(Records excerpted from a collection)
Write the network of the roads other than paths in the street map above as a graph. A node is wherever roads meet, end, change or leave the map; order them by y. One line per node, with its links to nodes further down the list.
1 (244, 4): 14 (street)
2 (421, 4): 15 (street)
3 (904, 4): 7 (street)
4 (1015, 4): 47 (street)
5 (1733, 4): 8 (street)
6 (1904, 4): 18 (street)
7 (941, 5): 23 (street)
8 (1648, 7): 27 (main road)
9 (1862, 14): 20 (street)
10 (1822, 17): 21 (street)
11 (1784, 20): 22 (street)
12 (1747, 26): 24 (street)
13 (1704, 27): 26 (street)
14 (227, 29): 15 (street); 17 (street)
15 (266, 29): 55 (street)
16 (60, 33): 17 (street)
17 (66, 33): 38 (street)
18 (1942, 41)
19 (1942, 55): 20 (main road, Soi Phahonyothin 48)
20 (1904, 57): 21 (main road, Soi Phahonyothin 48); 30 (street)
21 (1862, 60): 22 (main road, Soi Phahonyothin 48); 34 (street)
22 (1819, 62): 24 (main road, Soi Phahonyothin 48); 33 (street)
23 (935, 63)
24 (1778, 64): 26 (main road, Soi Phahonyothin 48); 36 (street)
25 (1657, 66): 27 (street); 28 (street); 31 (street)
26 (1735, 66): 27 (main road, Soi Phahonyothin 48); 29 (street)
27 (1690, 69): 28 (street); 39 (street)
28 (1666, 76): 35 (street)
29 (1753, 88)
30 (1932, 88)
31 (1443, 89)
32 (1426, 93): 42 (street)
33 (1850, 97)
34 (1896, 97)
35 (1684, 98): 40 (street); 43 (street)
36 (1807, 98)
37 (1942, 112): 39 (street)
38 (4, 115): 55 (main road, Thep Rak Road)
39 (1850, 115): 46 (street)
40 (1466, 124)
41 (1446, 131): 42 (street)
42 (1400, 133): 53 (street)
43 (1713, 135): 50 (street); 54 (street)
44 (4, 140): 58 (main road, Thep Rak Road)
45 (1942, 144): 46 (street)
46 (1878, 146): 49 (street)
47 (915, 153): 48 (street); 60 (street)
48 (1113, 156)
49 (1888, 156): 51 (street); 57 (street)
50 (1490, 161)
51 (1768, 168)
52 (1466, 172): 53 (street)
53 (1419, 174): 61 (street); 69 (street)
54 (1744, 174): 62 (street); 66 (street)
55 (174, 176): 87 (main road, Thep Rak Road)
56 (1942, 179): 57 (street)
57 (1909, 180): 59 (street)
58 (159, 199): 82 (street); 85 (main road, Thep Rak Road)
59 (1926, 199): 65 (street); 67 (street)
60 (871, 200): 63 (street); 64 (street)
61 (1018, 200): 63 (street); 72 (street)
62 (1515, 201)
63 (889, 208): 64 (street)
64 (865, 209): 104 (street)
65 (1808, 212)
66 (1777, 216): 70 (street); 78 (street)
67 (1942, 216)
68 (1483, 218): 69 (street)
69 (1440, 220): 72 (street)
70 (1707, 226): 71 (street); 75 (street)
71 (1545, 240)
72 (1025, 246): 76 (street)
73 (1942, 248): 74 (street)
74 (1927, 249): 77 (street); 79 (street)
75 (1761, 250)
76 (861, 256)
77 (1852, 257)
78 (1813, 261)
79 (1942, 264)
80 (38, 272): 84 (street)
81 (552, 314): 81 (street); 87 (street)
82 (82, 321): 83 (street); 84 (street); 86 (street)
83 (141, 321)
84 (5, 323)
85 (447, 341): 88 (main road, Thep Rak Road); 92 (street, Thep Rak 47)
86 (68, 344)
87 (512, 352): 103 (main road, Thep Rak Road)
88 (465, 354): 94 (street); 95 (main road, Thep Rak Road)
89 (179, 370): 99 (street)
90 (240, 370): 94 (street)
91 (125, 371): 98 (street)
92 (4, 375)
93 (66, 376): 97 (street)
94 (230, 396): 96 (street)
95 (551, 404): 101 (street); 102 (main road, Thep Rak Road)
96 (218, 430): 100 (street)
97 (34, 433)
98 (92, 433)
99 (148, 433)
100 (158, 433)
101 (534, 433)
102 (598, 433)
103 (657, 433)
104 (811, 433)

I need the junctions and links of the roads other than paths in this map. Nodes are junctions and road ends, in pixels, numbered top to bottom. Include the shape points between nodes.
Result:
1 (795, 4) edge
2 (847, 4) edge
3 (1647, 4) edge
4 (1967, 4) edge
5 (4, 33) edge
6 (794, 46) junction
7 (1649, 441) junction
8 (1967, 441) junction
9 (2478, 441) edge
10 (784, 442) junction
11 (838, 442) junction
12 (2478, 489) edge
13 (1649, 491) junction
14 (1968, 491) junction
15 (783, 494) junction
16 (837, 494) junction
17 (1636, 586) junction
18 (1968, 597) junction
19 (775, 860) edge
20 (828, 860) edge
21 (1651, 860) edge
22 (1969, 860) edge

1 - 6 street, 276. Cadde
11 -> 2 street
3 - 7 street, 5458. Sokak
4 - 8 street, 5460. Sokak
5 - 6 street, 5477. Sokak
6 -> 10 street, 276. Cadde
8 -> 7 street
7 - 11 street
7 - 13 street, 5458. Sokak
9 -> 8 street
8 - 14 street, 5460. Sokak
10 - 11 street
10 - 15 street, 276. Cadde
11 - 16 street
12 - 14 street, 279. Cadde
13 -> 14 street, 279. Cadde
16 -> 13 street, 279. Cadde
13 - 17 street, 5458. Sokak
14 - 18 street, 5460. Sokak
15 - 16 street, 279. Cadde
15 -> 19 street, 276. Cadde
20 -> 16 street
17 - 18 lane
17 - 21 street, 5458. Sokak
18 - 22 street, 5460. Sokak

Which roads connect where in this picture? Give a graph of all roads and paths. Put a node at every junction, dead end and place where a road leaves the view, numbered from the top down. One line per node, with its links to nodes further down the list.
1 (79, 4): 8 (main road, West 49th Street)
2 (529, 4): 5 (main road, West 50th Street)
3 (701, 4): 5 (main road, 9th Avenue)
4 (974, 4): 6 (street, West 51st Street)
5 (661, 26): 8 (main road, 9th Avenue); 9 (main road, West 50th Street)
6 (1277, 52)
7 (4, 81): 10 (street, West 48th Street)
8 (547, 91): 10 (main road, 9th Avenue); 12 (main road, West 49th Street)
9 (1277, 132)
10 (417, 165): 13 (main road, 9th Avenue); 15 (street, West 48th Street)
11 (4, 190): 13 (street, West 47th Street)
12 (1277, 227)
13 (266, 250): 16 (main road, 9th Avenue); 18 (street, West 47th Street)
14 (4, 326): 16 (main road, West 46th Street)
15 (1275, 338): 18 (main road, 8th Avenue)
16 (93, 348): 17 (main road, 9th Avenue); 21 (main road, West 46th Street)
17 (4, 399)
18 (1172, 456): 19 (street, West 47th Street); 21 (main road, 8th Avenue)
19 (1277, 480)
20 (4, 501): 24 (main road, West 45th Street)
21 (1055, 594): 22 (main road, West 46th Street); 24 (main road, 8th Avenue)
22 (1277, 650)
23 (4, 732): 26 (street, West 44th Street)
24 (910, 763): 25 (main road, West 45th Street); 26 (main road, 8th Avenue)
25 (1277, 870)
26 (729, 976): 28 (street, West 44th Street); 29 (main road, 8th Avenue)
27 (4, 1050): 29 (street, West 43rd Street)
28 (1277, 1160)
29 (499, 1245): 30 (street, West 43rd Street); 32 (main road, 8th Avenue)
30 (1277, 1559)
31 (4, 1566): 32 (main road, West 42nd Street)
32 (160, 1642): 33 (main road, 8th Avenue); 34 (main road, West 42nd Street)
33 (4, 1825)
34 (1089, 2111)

PROBLEM TO WORK ON -> Copy all the records above exactly, missing none.

OUTPUT ->
Write the network of the roads other than paths in the street map above as a graph. A node is wherever roads meet, end, change or leave the map; order them by y. One line per node, with its links to nodes further down the list.
1 (244, 4): 14 (street)
2 (421, 4): 15 (street)
3 (904, 4): 7 (street)
4 (1015, 4): 47 (street)
5 (1733, 4): 8 (street)
6 (1904, 4): 18 (street)
7 (941, 5): 23 (street)
8 (1648, 7): 27 (main road)
9 (1862, 14): 20 (street)
10 (1822, 17): 21 (street)
11 (1784, 20): 22 (street)
12 (1747, 26): 24 (street)
13 (1704, 27): 26 (street)
14 (227, 29): 15 (street); 17 (street)
15 (266, 29): 55 (street)
16 (60, 33): 17 (street)
17 (66, 33): 38 (street)
18 (1942, 41)
19 (1942, 55): 20 (main road, Soi Phahonyothin 48)
20 (1904, 57): 21 (main road, Soi Phahonyothin 48); 30 (street)
21 (1862, 60): 22 (main road, Soi Phahonyothin 48); 34 (street)
22 (1819, 62): 24 (main road, Soi Phahonyothin 48); 33 (street)
23 (935, 63)
24 (1778, 64): 26 (main road, Soi Phahonyothin 48); 36 (street)
25 (1657, 66): 27 (street); 28 (street); 31 (street)
26 (1735, 66): 27 (main road, Soi Phahonyothin 48); 29 (street)
27 (1690, 69): 28 (street); 39 (street)
28 (1666, 76): 35 (street)
29 (1753, 88)
30 (1932, 88)
31 (1443, 89)
32 (1426, 93): 42 (street)
33 (1850, 97)
34 (1896, 97)
35 (1684, 98): 40 (street); 43 (street)
36 (1807, 98)
37 (1942, 112): 39 (street)
38 (4, 115): 55 (main road, Thep Rak Road)
39 (1850, 115): 46 (street)
40 (1466, 124)
41 (1446, 131): 42 (street)
42 (1400, 133): 53 (street)
43 (1713, 135): 50 (street); 54 (street)
44 (4, 140): 58 (main road, Thep Rak Road)
45 (1942, 144): 46 (street)
46 (1878, 146): 49 (street)
47 (915, 153): 48 (street); 60 (street)
48 (1113, 156)
49 (1888, 156): 51 (street); 57 (street)
50 (1490, 161)
51 (1768, 168)
52 (1466, 172): 53 (street)
53 (1419, 174): 61 (street); 69 (street)
54 (1744, 174): 62 (street); 66 (street)
55 (174, 176): 87 (main road, Thep Rak Road)
56 (1942, 179): 57 (street)
57 (1909, 180): 59 (street)
58 (159, 199): 82 (street); 85 (main road, Thep Rak Road)
59 (1926, 199): 65 (street); 67 (street)
60 (871, 200): 63 (street); 64 (street)
61 (1018, 200): 63 (street); 72 (street)
62 (1515, 201)
63 (889, 208): 64 (street)
64 (865, 209): 104 (street)
65 (1808, 212)
66 (1777, 216): 70 (street); 78 (street)
67 (1942, 216)
68 (1483, 218): 69 (street)
69 (1440, 220): 72 (street)
70 (1707, 226): 71 (street); 75 (street)
71 (1545, 240)
72 (1025, 246): 76 (street)
73 (1942, 248): 74 (street)
74 (1927, 249): 77 (street); 79 (street)
75 (1761, 250)
76 (861, 256)
77 (1852, 257)
78 (1813, 261)
79 (1942, 264)
80 (38, 272): 84 (street)
81 (552, 314): 81 (street); 87 (street)
82 (82, 321): 83 (street); 84 (street); 86 (street)
83 (141, 321)
84 (5, 323)
85 (447, 341): 88 (main road, Thep Rak Road); 92 (street, Thep Rak 47)
86 (68, 344)
87 (512, 352): 103 (main road, Thep Rak Road)
88 (465, 354): 94 (street); 95 (main road, Thep Rak Road)
89 (179, 370): 99 (street)
90 (240, 370): 94 (street)
91 (125, 371): 98 (street)
92 (4, 375)
93 (66, 376): 97 (street)
94 (230, 396): 96 (street)
95 (551, 404): 101 (street); 102 (main road, Thep Rak Road)
96 (218, 430): 100 (street)
97 (34, 433)
98 (92, 433)
99 (148, 433)
100 (158, 433)
101 (534, 433)
102 (598, 433)
103 (657, 433)
104 (811, 433)

I need the junctions and links of the roads other than paths in this map. Nodes are junctions and road ends, in pixels, numbered top to bottom. Include the shape points between nodes.
Result:
1 (795, 4) edge
2 (847, 4) edge
3 (1647, 4) edge
4 (1967, 4) edge
5 (4, 33) edge
6 (794, 46) junction
7 (1649, 441) junction
8 (1967, 441) junction
9 (2478, 441) edge
10 (784, 442) junction
11 (838, 442) junction
12 (2478, 489) edge
13 (1649, 491) junction
14 (1968, 491) junction
15 (783, 494) junction
16 (837, 494) junction
17 (1636, 586) junction
18 (1968, 597) junction
19 (775, 860) edge
20 (828, 860) edge
21 (1651, 860) edge
22 (1969, 860) edge

1 - 6 street, 276. Cadde
11 -> 2 street
3 - 7 street, 5458. Sokak
4 - 8 street, 5460. Sokak
5 - 6 street, 5477. Sokak
6 -> 10 street, 276. Cadde
8 -> 7 street
7 - 11 street
7 - 13 street, 5458. Sokak
9 -> 8 street
8 - 14 street, 5460. Sokak
10 - 11 street
10 - 15 street, 276. Cadde
11 - 16 street
12 - 14 street, 279. Cadde
13 -> 14 street, 279. Cadde
16 -> 13 street, 279. Cadde
13 - 17 street, 5458. Sokak
14 - 18 street, 5460. Sokak
15 - 16 street, 279. Cadde
15 -> 19 street, 276. Cadde
20 -> 16 street
17 - 18 lane
17 - 21 street, 5458. Sokak
18 - 22 street, 5460. Sokak

Which roads connect where in this picture? Give a graph of all roads and paths. Put a node at every junction, dead end and place where a road leaves the view, numbered from the top down. One line per node, with its links to nodes further down the list.
1 (79, 4): 8 (main road, West 49th Street)
2 (529, 4): 5 (main road, West 50th Street)
3 (701, 4): 5 (main road, 9th Avenue)
4 (974, 4): 6 (street, West 51st Street)
5 (661, 26): 8 (main road, 9th Avenue); 9 (main road, West 50th Street)
6 (1277, 52)
7 (4, 81): 10 (street, West 48th Street)
8 (547, 91): 10 (main road, 9th Avenue); 12 (main road, West 49th Street)
9 (1277, 132)
10 (417, 165): 13 (main road, 9th Avenue); 15 (street, West 48th Street)
11 (4, 190): 13 (street, West 47th Street)
12 (1277, 227)
13 (266, 250): 16 (main road, 9th Avenue); 18 (street, West 47th Street)
14 (4, 326): 16 (main road, West 46th Street)
15 (1275, 338): 18 (main road, 8th Avenue)
16 (93, 348): 17 (main road, 9th Avenue); 21 (main road, West 46th Street)
17 (4, 399)
18 (1172, 456): 19 (street, West 47th Street); 21 (main road, 8th Avenue)
19 (1277, 480)
20 (4, 501): 24 (main road, West 45th Street)
21 (1055, 594): 22 (main road, West 46th Street); 24 (main road, 8th Avenue)
22 (1277, 650)
23 (4, 732): 26 (street, West 44th Street)
24 (910, 763): 25 (main road, West 45th Street); 26 (main road, 8th Avenue)
25 (1277, 870)
26 (729, 976): 28 (street, West 44th Street); 29 (main road, 8th Avenue)
27 (4, 1050): 29 (street, West 43rd Street)
28 (1277, 1160)
29 (499, 1245): 30 (street, West 43rd Street); 32 (main road, 8th Avenue)
30 (1277, 1559)
31 (4, 1566): 32 (main road, West 42nd Street)
32 (160, 1642): 33 (main road, 8th Avenue); 34 (main road, West 42nd Street)
33 (4, 1825)
34 (1089, 2111)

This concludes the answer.